An impoundment used as a  public water supply source  would  usually be considered a “water of the state” under water quality laws. Most impoundments  have  been created by damming a river or stream segment to store water for  water supply and continue to release water through the dam to maintain downstream flows.  Wastewater  (even treated wastewater) can only be discharged to a water of the state under a  permit that  insures the discharge  will not result in violation of a water quality standards.  Under G.S. 143-215.1, it is unlawful to:

Cause or permit any waste, directly or indirectly,  to be discharged to or in any manner intermixed with the waters of the State in violation of the water quality standards applicable to the assigned classification.
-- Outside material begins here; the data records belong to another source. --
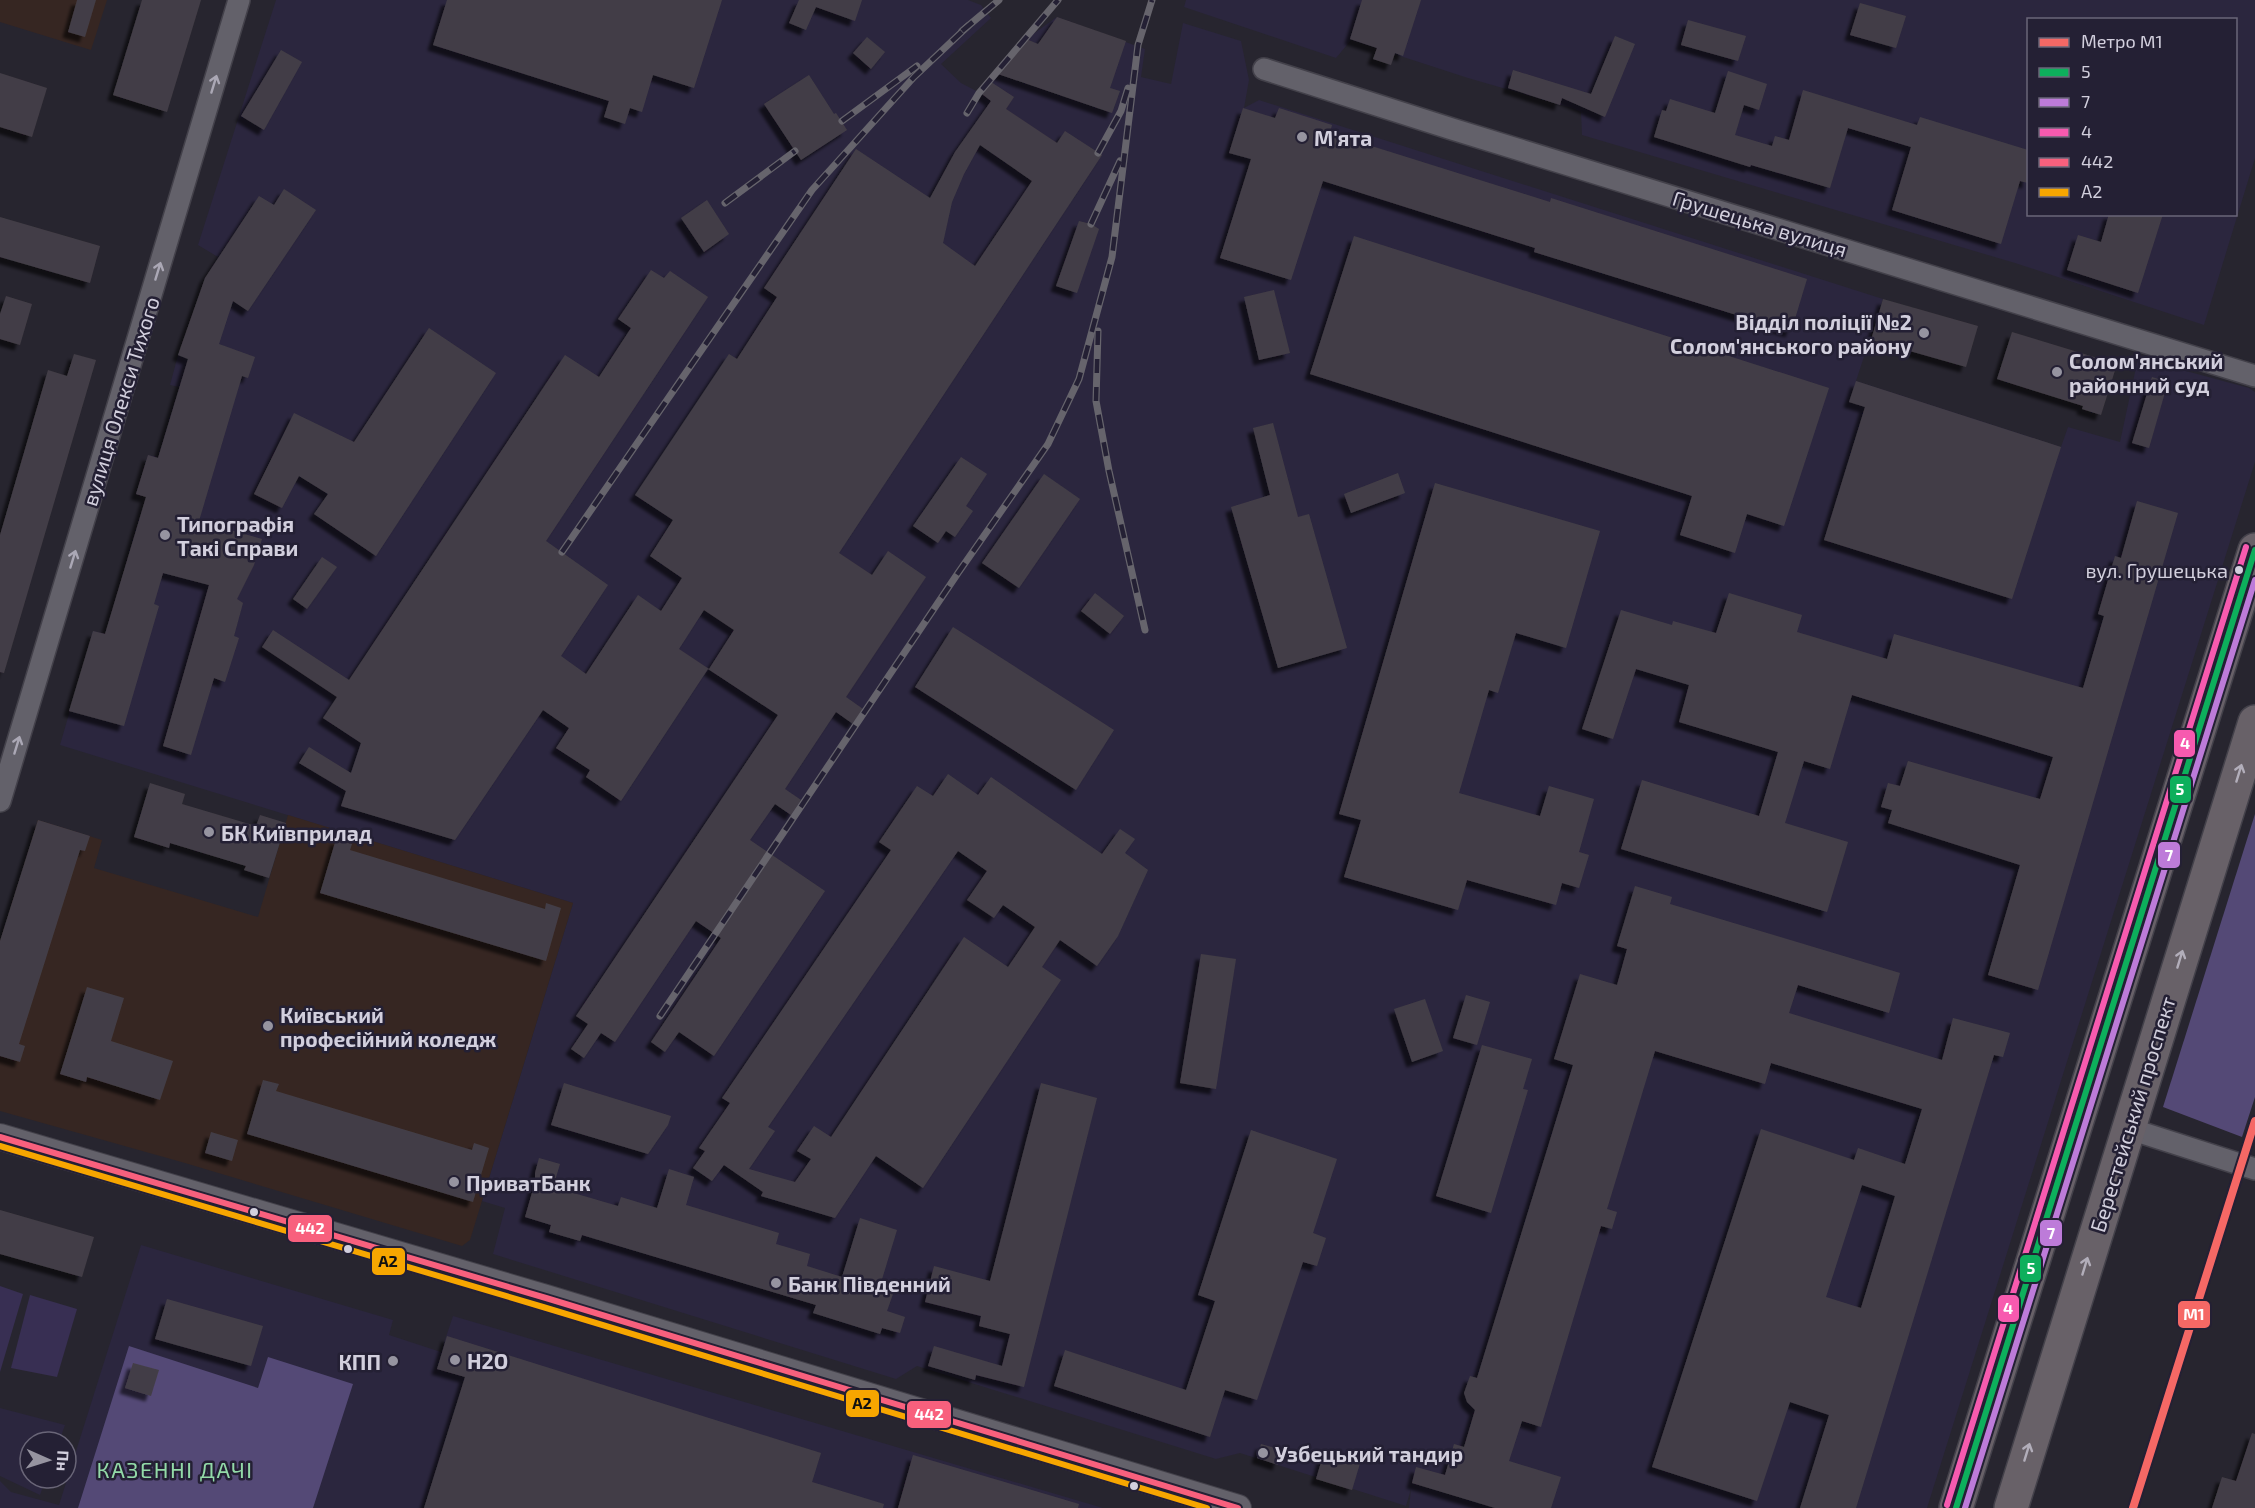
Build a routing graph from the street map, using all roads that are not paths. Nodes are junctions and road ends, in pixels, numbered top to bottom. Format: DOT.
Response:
graph roads {
  1 [pos="239,0"];
  2 [pos="1264,69"];
  3 [pos="2255,376"];
  4 [pos="2255,550"];
  5 [pos="2255,722"];
  6 [pos="0,801"];
  7 [pos="2127,1128"];
  8 [pos="0,1137"];
  9 [pos="2255,1169"];
  10 [pos="1238,1508"];
  11 [pos="1956,1508"];
  12 [pos="2011,1508"];
  6 -- 1 [label="street, вулиця Олекси Тихого, one-way"];
  2 -- 3 [label="street, Грушецька вулиця"];
  4 -- 11 [label="main road"];
  7 -- 5 [label="main road, Берестейський проспект, one-way"];
  7 -- 9 [label="street"];
  12 -- 7 [label="main road, Берестейський проспект, one-way"];
  8 -- 10 [label="street"];
}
An impoundment used as a drinking water source has specific water quality standards (adopted in state rules) to protect its  use as a water supply. Discharge of treated wastewater to a water supply source can be allowed,  but only  under permitted limits.  Unfortunately, the “notwithstanding” language in Senate Bill 163  seems to sweep away both the requirements of state  water quality permitting laws and the N.C.  Drinking Water Act.  Nothing in the bill itself requires the addition of reclaimed wastewater to be done under a water quality permit  or in compliance with water quality standards for public water supplies. Instead, the conditions in the bill read like a self-contained set of standards that rely on a 20% limit on the proportion of reclaimed water to total water produced by the impoundment  and a minimum  5-day holding time in the impoundment as a substitute for meeting water quality standards.

If — as it appears — the bill allows discharge of reclaimed water to a “water of the state” without a permit, it also  conflicts with federal  law. Many impoundments that are  “waters of the state”  would also be considered “waters of the United States” under the federal Clean Water Act.  Federal law  makes it unlawful to discharge a pollutant into waters of the United States without a Clean Water Act permit — a requirement that state law cannot waive.

Senate Bill 163 will now go back to the Senate for approval or disapproval of the new  House version of the bill.  If the Senate rejects the House rewrite, the bill will have to go to a conference committee to work out the differences between the two chambers.

If the House did not intend to allow the discharge of treated wastewater to a water supply reservoir without meeting state and federal water quality laws, it would be  helpful to clarify  the bill  before final adoption.